* What is expected: Throughout the records below, find each line holding "junction" and copy it.

[Collected data entries]
+ + + + + + +

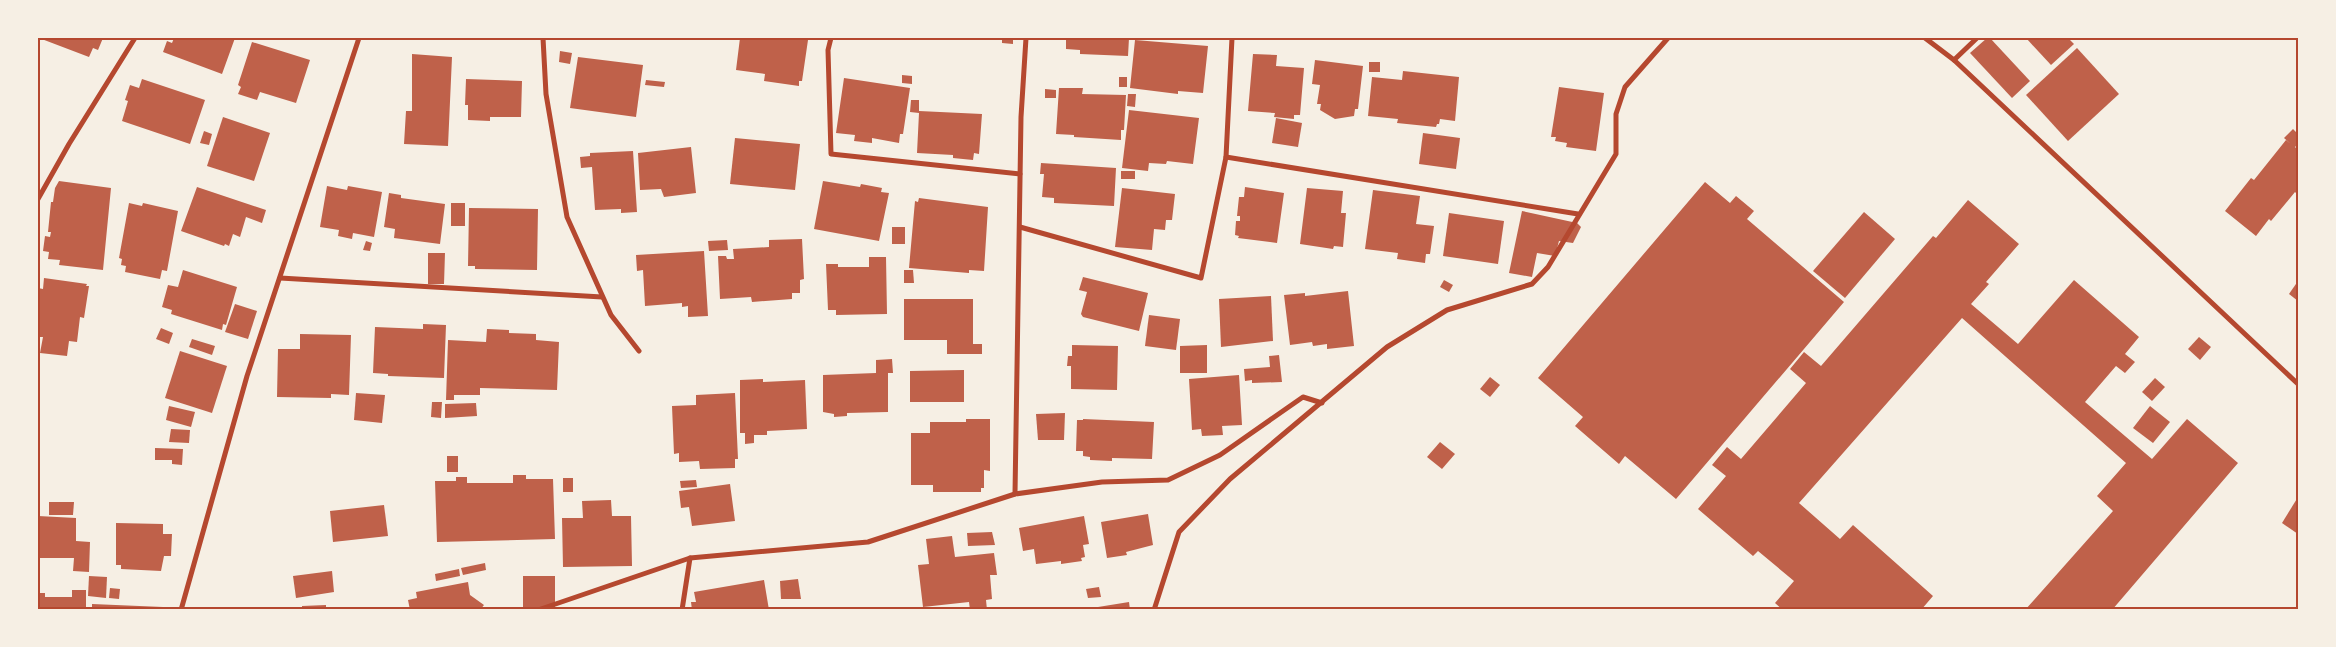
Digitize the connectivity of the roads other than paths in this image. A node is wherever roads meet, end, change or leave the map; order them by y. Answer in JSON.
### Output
{"nodes":[{"id":1,"x":135,"y":38,"type":"edge"},
{"id":2,"x":359,"y":38,"type":"edge"},
{"id":3,"x":543,"y":38,"type":"edge"},
{"id":4,"x":831,"y":38,"type":"edge"},
{"id":5,"x":1026,"y":38,"type":"edge"},
{"id":6,"x":1232,"y":38,"type":"edge"},
{"id":7,"x":1668,"y":38,"type":"edge"},
{"id":8,"x":1925,"y":38,"type":"edge"},
{"id":9,"x":1977,"y":38,"type":"edge"},
{"id":10,"x":1954,"y":60,"type":"junction"},
{"id":11,"x":1226,"y":157,"type":"junction"},
{"id":12,"x":1020,"y":174,"type":"junction"},
{"id":13,"x":38,"y":199,"type":"edge"},
{"id":14,"x":1578,"y":214,"type":"junction"},
{"id":15,"x":1020,"y":227,"type":"junction"},
{"id":16,"x":280,"y":278,"type":"junction"},
{"id":17,"x":602,"y":297,"type":"junction"},
{"id":18,"x":639,"y":351,"type":"dead end"},
{"id":19,"x":2298,"y":384,"type":"edge"},
{"id":20,"x":1322,"y":403,"type":"junction"},
{"id":21,"x":1015,"y":494,"type":"junction"},
{"id":22,"x":690,"y":558,"type":"junction"},
{"id":23,"x":181,"y":610,"type":"edge"},
{"id":24,"x":538,"y":610,"type":"edge"},
{"id":25,"x":682,"y":610,"type":"edge"},
{"id":26,"x":1154,"y":610,"type":"edge"}],
"edges":[{"from":1,"to":13,"type":"street"},
{"from":2,"to":16,"type":"street"},
{"from":3,"to":17,"type":"street"},
{"from":4,"to":12,"type":"street"},
{"from":5,"to":12,"type":"street"},
{"from":6,"to":11,"type":"street"},
{"from":7,"to":14,"type":"street"},
{"from":8,"to":10,"type":"street"},
{"from":9,"to":10,"type":"street"},
{"from":10,"to":19,"type":"street"},
{"from":11,"to":14,"type":"street"},
{"from":11,"to":15,"type":"street"},
{"from":12,"to":15,"type":"street"},
{"from":14,"to":20,"type":"street"},
{"from":15,"to":21,"type":"street"},
{"from":16,"to":17,"type":"street"},
{"from":16,"to":23,"type":"street"},
{"from":17,"to":18,"type":"street"},
{"from":20,"to":21,"type":"street"},
{"from":20,"to":26,"type":"street"},
{"from":21,"to":22,"type":"street"},
{"from":22,"to":24,"type":"street"},
{"from":22,"to":25,"type":"street"}]}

+ + + + + + +

* Completed task:
{"id":10,"x":1954,"y":60,"type":"junction"},
{"id":11,"x":1226,"y":157,"type":"junction"},
{"id":12,"x":1020,"y":174,"type":"junction"},
{"id":14,"x":1578,"y":214,"type":"junction"},
{"id":15,"x":1020,"y":227,"type":"junction"},
{"id":16,"x":280,"y":278,"type":"junction"},
{"id":17,"x":602,"y":297,"type":"junction"},
{"id":20,"x":1322,"y":403,"type":"junction"},
{"id":21,"x":1015,"y":494,"type":"junction"},
{"id":22,"x":690,"y":558,"type":"junction"},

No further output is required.